The morning after their talk he’d said casually, ‘I had a drop too much last night. It always makes me come out with nonsense. That’s why I don’t do it often. Did I say much?’

  ‘Hardly anything,’ she’d assured him. ‘You were half asleep.’

  ‘Fine. Fine.’ And the matter was closed.

  Encouraged by the generous wage Carson was paying her, on top of her salary from Renshaw Baines, she splashed out on a new dress. She had her doubts as soon as she got it home. It was pale yellow chiffon, floaty and glamorous, and she couldn’t imagine where Dan was likely to take her that would justify it.

  It wasn’t a Dan sort of dress at all, she realised as she paraded in front of the hall mirror, her own room being too small for parading. It was designed to bring out the depth of her eyes and the auburn glow of her hair, and he was too used to her to observe either. This was a dress for a man whose attention she wanted to claim so completely that he would forget all other women.

  Joey sat on the stairs watching her. Laughing, she gave him a twirl and he made the sign for ‘pretty’.

  ‘Thank you, kind sir,’ she said, curtseying before him.

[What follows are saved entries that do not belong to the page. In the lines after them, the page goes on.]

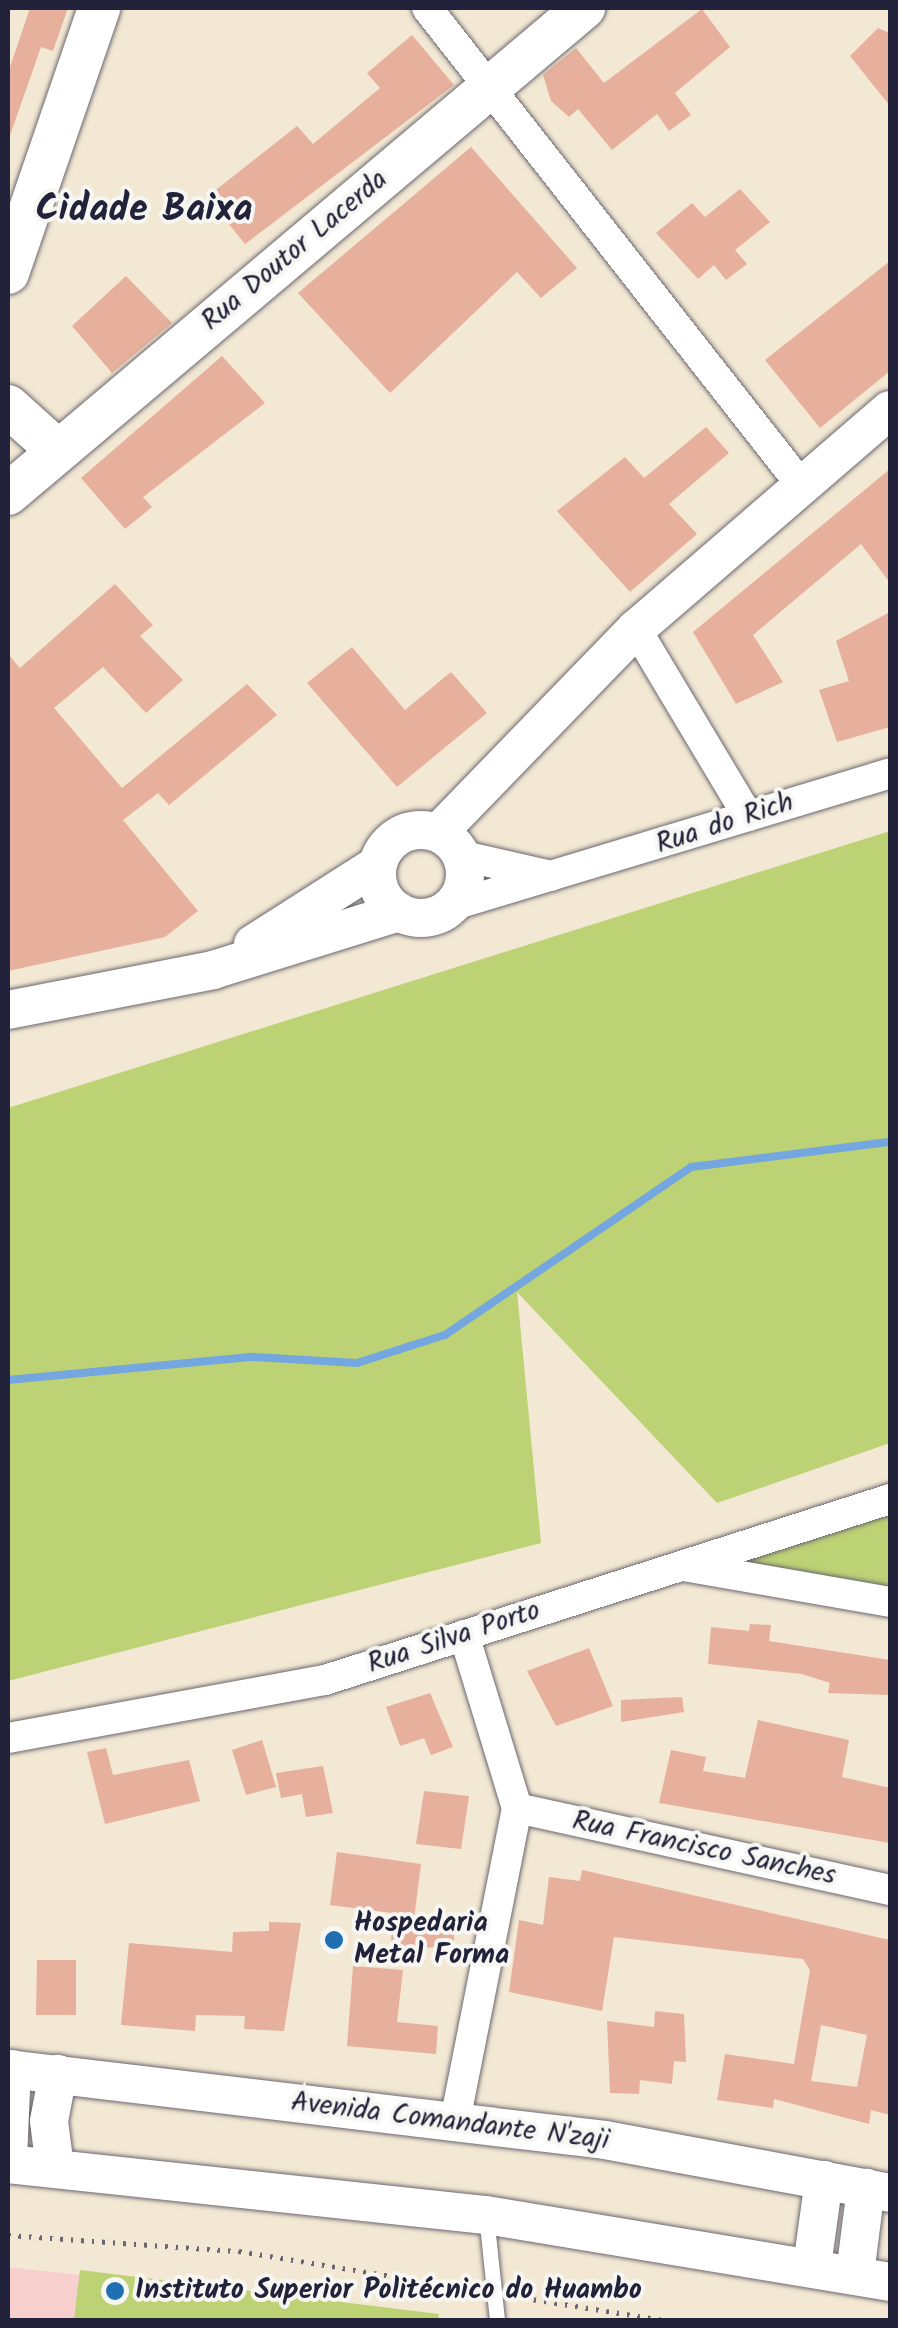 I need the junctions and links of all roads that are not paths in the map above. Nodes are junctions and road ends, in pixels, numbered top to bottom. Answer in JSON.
{"nodes":[{"id":1,"x":99,"y":8,"type":"edge"},
{"id":2,"x":427,"y":8,"type":"edge"},
{"id":3,"x":584,"y":8,"type":"edge"},
{"id":4,"x":488,"y":88,"type":"junction"},
{"id":5,"x":8,"y":273,"type":"edge"},
{"id":6,"x":8,"y":406,"type":"edge"},
{"id":7,"x":890,"y":410,"type":"edge"},
{"id":8,"x":58,"y":450,"type":"junction"},
{"id":9,"x":802,"y":486,"type":"junction"},
{"id":10,"x":8,"y":494,"type":"edge"},
{"id":11,"x":636,"y":630,"type":"junction"},
{"id":12,"x":890,"y":773,"type":"edge"},
{"id":13,"x":748,"y":816,"type":"junction"},
{"id":14,"x":451,"y":844,"type":"junction"},
{"id":15,"x":377,"y":864,"type":"junction"},
{"id":16,"x":559,"y":877,"type":"junction"},
{"id":17,"x":454,"y":904,"type":"junction"},
{"id":18,"x":398,"y":912,"type":"junction"},
{"id":19,"x":212,"y":970,"type":"junction"},
{"id":20,"x":8,"y":1010,"type":"edge"},
{"id":21,"x":890,"y":1499,"type":"edge"},
{"id":22,"x":676,"y":1565,"type":"junction"},
{"id":23,"x":890,"y":1602,"type":"edge"},
{"id":24,"x":464,"y":1635,"type":"junction"},
{"id":25,"x":8,"y":1738,"type":"edge"},
{"id":26,"x":516,"y":1808,"type":"junction"},
{"id":27,"x":890,"y":1890,"type":"edge"},
{"id":28,"x":10,"y":2069,"type":"edge"},
{"id":29,"x":58,"y":2074,"type":"junction"},
{"id":30,"x":455,"y":2122,"type":"junction"},
{"id":31,"x":8,"y":2162,"type":"edge"},
{"id":32,"x":55,"y":2168,"type":"junction"},
{"id":33,"x":824,"y":2180,"type":"junction"},
{"id":34,"x":878,"y":2190,"type":"edge"},
{"id":35,"x":486,"y":2215,"type":"junction"},
{"id":36,"x":812,"y":2266,"type":"junction"},
{"id":37,"x":873,"y":2278,"type":"edge"},
{"id":38,"x":498,"y":2320,"type":"edge"}],
"edges":[{"from":1,"to":5,"type":"main road"},
{"from":2,"to":4,"type":"street"},
{"from":3,"to":4,"type":"main road","name":"Rua Doutor Lacerda"},
{"from":4,"to":8,"type":"main road","name":"Rua Doutor Lacerda"},
{"from":4,"to":9,"type":"street"},
{"from":6,"to":8,"type":"main road"},
{"from":7,"to":9,"type":"street"},
{"from":8,"to":10,"type":"main road","name":"Rua Doutor Lacerda"},
{"from":9,"to":11,"type":"street"},
{"from":11,"to":13,"type":"street"},
{"from":11,"to":14,"type":"street"},
{"from":12,"to":13,"type":"street","name":"Rua do Rich"},
{"from":13,"to":16,"type":"street","name":"Rua do Rich"},
{"from":14,"to":15,"type":"street"},
{"from":14,"to":16,"type":"street"},
{"from":14,"to":17,"type":"street"},
{"from":15,"to":18,"type":"street"},
{"from":15,"to":19,"type":"street"},
{"from":16,"to":17,"type":"street","name":"Rua do Rich"},
{"from":17,"to":18,"type":"street"},
{"from":18,"to":19,"type":"street"},
{"from":19,"to":20,"type":"street"},
{"from":21,"to":22,"type":"street","name":"Rua Silva Porto"},
{"from":22,"to":23,"type":"street"},
{"from":22,"to":24,"type":"street","name":"Rua Silva Porto"},
{"from":24,"to":25,"type":"street","name":"Rua Silva Porto"},
{"from":24,"to":26,"type":"street"},
{"from":26,"to":27,"type":"street","name":"Rua Francisco Sanches"},
{"from":26,"to":30,"type":"street"},
{"from":28,"to":29,"type":"street","name":"Avenida Comandante N'zaji"},
{"from":28,"to":31,"type":"street"},
{"from":29,"to":30,"type":"street","name":"Avenida Comandante N'zaji"},
{"from":29,"to":32,"type":"street"},
{"from":30,"to":33,"type":"street","name":"Avenida Comandante N'zaji"},
{"from":31,"to":32,"type":"street"},
{"from":32,"to":35,"type":"street"},
{"from":33,"to":34,"type":"street","name":"Avenida Comandante N'zaji"},
{"from":33,"to":36,"type":"street"},
{"from":34,"to":37,"type":"street"},
{"from":35,"to":36,"type":"street"},
{"from":35,"to":38,"type":"lane"},
{"from":36,"to":37,"type":"street"}]}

  ‘What did he say?’ Carson was standing in the doorway, watching them. His eyes made her feel self-conscious. That happened often now, ever since the night he’d told her about Brenda, or before, when he’d turned to her in his anguish at the hospital. But then he’d turned away again.

  ‘Oh-he likes it,’ she said vaguely.

  Joey signed the word again.

  ‘Spell it for me,’ Carson told him. Joey did so. ‘Pretty? Right? Yes, Gina is very pretty.’ Joey spelled vigorously. ‘Very, very pretty,’ Carson amended. ‘Yes, she is. I think so too.’

  He made a circular motion with his hand, and she twirled again. ‘My son has good judgement,’ he observed, his eyes on her. ‘Very, very, very pretty.’

  ‘Thank you,’ she said, smiling and agitated together. Now she knew why she’d bought this flattering creation.